In de meeste lidstaten vallen gevaarlijke afvalstoffen onder de algemene afvalbeheersplannen . Slowakije en Spanje hebben laten weten dat hun beheersplannen voor gevaarlijke afvalstoffen momenteel worden opgesteld of herzien, naar gelang van het geval.

4. RICHTLIJN 75/439/EEG INZAKE DE VERWIJDERING VAN AFGEWERKTE OLIE

Met Richtlijn 75/439/EEG[6] moet een geharmoniseerd systeem tot stand worden gebracht voor de inzameling, behandeling, opslag en verwijdering van afgewerkte olie, zoals smeerolie voor voertuigen en motoren, en ter bescherming van het milieu tegen de schadelijke gevolgen van dergelijke handelingen. Zij handelt voornamelijk over de veilige en gecontroleerde behandeling van afgewerkte olie; het prioritaire karakter van terugwinning als behandelingsmethode; publieksvoorlichtingscampagnes; vergunningen voor bedrijven die afgewerkte olie behandelen; emissiegrenswaarden voor de verbranding van afgewerkte olie; en vergoedingen voor bedrijven die afgewerkte olie inzamelen of anderszins verwijderen.

Alle rapporterende lidstaten hebben de Commissie in kennis gesteld van de wet- en regelgeving die momenteel van kracht is met betrekking tot de verwijdering van afgewerkte olie. Velen verklaarden dat zij met het oog op een betere bescherming van het milieu stringentere maatregelen hebben vastgesteld. Tsjechië, Ierland, Nederland, Portugal en Slovenië hebben te kennen gegeven dat er op hun grondgebied geen terugwinningsinstallaties waren.

Volgens de gegevens die zijn verschaft over de behandeling van afgewerkte olie is in 2003 in de EU-15 bijna 2 miljoen ton afgewerkte olie ingezameld, hetgeen neerkomt op een inzamelingsratio van 81%. Van deze hoeveelheid is 44% teruggewonnen (hoogste terugwinningspercentages geregistreerd in Luxemburg, Nederland, Italië en Hongarije) en is 46% verbrand. In de periode 1995-2003 is de totale hoeveelheid in de handel gebrachte/verkochte olie met 11% teruggelopen (van 5,0 miljoen tot 4,4 miljoen ton), terwijl de hoeveelheid teruggewonnen en ingezamelde afgewerkte olie vrijwel onveranderd is gebleven; in de hoeveelheden teruggewonnen en verbrande afgewerkte olie zijn evenmin grote schommelingen waar te nemen.
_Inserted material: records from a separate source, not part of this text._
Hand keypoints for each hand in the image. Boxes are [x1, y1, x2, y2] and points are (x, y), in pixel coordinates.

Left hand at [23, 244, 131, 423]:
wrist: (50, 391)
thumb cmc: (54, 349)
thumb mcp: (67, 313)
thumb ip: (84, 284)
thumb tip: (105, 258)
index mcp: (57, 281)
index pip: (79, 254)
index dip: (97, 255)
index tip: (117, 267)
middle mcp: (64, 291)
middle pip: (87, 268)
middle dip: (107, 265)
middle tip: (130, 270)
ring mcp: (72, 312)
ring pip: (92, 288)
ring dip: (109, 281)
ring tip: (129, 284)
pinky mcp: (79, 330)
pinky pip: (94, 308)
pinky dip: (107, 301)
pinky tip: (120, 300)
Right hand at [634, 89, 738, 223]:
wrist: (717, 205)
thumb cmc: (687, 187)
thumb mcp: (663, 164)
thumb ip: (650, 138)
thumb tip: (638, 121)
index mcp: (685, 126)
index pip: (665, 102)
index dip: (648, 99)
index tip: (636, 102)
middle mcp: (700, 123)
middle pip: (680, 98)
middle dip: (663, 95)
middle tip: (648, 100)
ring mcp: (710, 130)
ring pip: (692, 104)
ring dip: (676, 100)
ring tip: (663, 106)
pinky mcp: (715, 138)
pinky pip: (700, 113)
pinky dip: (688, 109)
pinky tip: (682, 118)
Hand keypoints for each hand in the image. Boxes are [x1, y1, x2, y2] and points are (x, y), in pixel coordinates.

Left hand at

Verscheidene lidstaten rapporteerden dat er geen belemmeringen zijn die terugwinning als prioritaire behandelingsmethode, overeenkomstig artikel 3, lid 1, in de weg staan. Andere lidstaten maakten wel gewag van dergelijke belemmeringen, voornamelijk als gevolg van economische aspecten, zoals de geringe hoeveelheid geproduceerde afgewerkte olie, de mogelijkheid van goedkope verbranding in andere lidstaten en de verzadiging van de basisoliemarkt.

Het merendeel van de rapporterende landen heeft, overeenkomstig artikel 5, lid 1, publieksvoorlichtings - en bewustmakingscampagnes gevoerd.
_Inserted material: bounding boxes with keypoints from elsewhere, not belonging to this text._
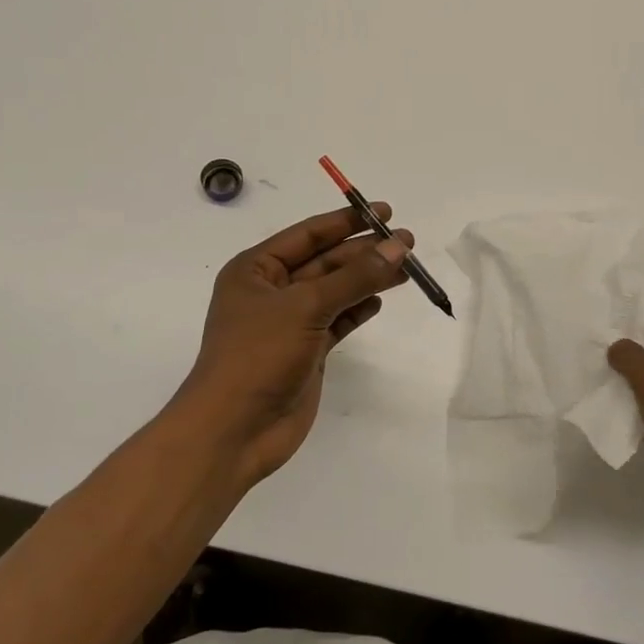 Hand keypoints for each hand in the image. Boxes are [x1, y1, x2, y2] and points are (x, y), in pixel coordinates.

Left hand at [173, 204, 411, 483]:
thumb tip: (399, 246)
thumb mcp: (306, 306)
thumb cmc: (258, 355)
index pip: (308, 234)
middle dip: (364, 252)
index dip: (346, 221)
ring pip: (336, 291)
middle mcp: (271, 291)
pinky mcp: (307, 351)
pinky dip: (358, 309)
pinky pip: (338, 320)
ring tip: (407, 268)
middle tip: (408, 242)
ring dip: (368, 279)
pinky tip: (380, 299)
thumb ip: (355, 276)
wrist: (234, 431)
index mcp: (256, 270)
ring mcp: (290, 323)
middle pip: (326, 262)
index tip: (384, 212) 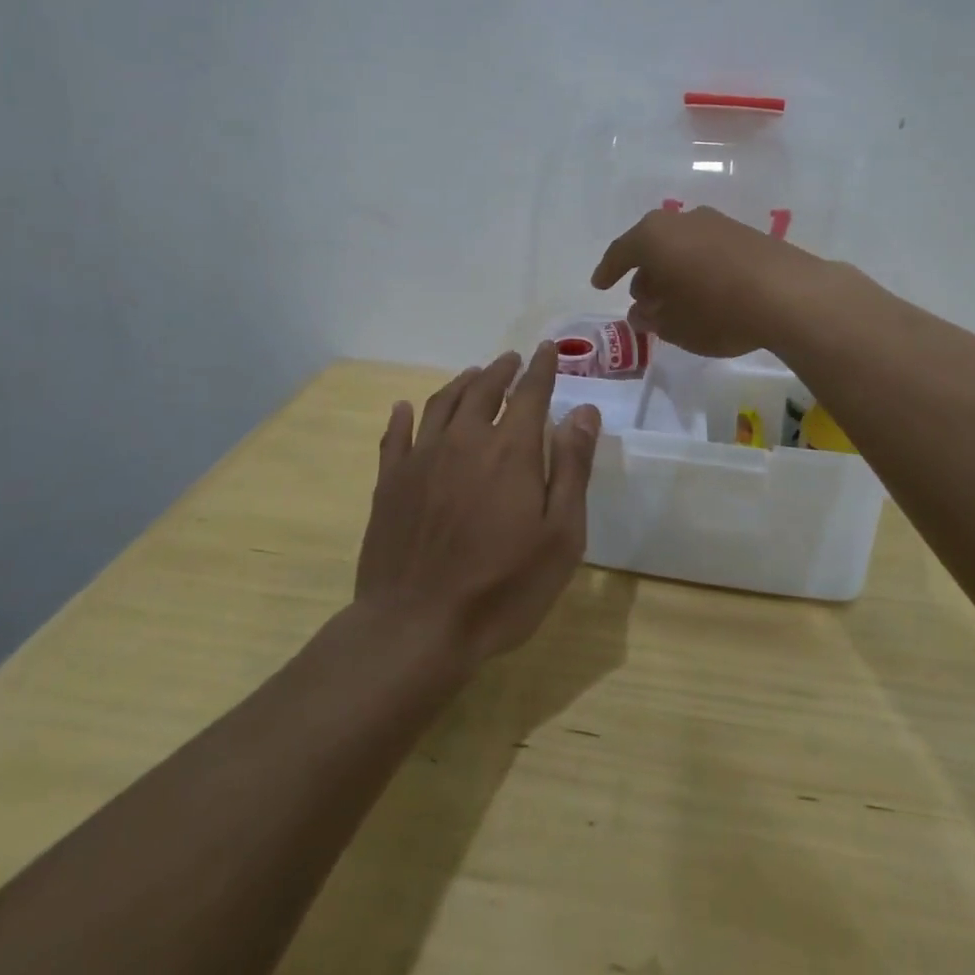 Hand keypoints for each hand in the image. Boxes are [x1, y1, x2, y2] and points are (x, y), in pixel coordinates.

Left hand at [354, 344, 600, 665]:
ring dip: (462, 383)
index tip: (548, 349)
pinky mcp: (390, 482)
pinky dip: (404, 416)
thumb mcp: (560, 535)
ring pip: (443, 403)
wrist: (417, 626)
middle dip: (502, 370)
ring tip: (474, 374)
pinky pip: (397, 435)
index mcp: (511, 449)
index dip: (543, 368)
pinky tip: (405, 407)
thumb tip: (584, 412)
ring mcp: (423, 458)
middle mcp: (466, 439)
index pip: (531, 392)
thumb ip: (572, 467)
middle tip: (512, 359)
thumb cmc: (503, 587)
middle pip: (485, 389)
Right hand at [591, 205, 823, 358]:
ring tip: (675, 300)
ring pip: (682, 246)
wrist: (789, 295)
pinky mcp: (746, 234)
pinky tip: (706, 292)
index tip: (599, 285)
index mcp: (654, 236)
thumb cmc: (717, 311)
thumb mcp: (674, 325)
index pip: (621, 252)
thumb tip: (641, 311)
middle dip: (644, 273)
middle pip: (653, 245)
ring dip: (673, 271)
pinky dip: (699, 268)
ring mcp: (717, 223)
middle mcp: (683, 220)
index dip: (608, 271)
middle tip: (642, 299)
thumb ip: (651, 317)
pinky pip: (708, 249)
Ongeveer de helft van de rapporterende landen gaf aan dat afgewerkte olie wordt onderworpen aan een van de behandelingswijzen (regeneratie en verbranding), waarin artikel 5, lid 3, voorziet.

De lidstaten rapporteerden dat zij een vergunningenstelsel hebben voor ondernemingen die afgewerkte olie behandelen en voor ondernemingen die afgewerkte olie inzamelen (artikel 5, lid 4). Er vinden inspecties plaats om te controleren of er aan de in de vergunningen neergelegde voorwaarden wordt voldaan.

De gerapporteerde emissiegrenswaarden voor verbranding zijn alle van dezelfde orde als of lager dan de in de richtlijn vastgestelde grenswaarden. Verscheidene landen hebben ook grenswaarden vastgesteld voor verbrandingsinstallaties met een thermisch vermogen van minder dan 3 MW.

Sommige lidstaten hebben verklaard dat zij vergoedingen voor de inzameling en/of verwijdering van afgewerkte olie verstrekken.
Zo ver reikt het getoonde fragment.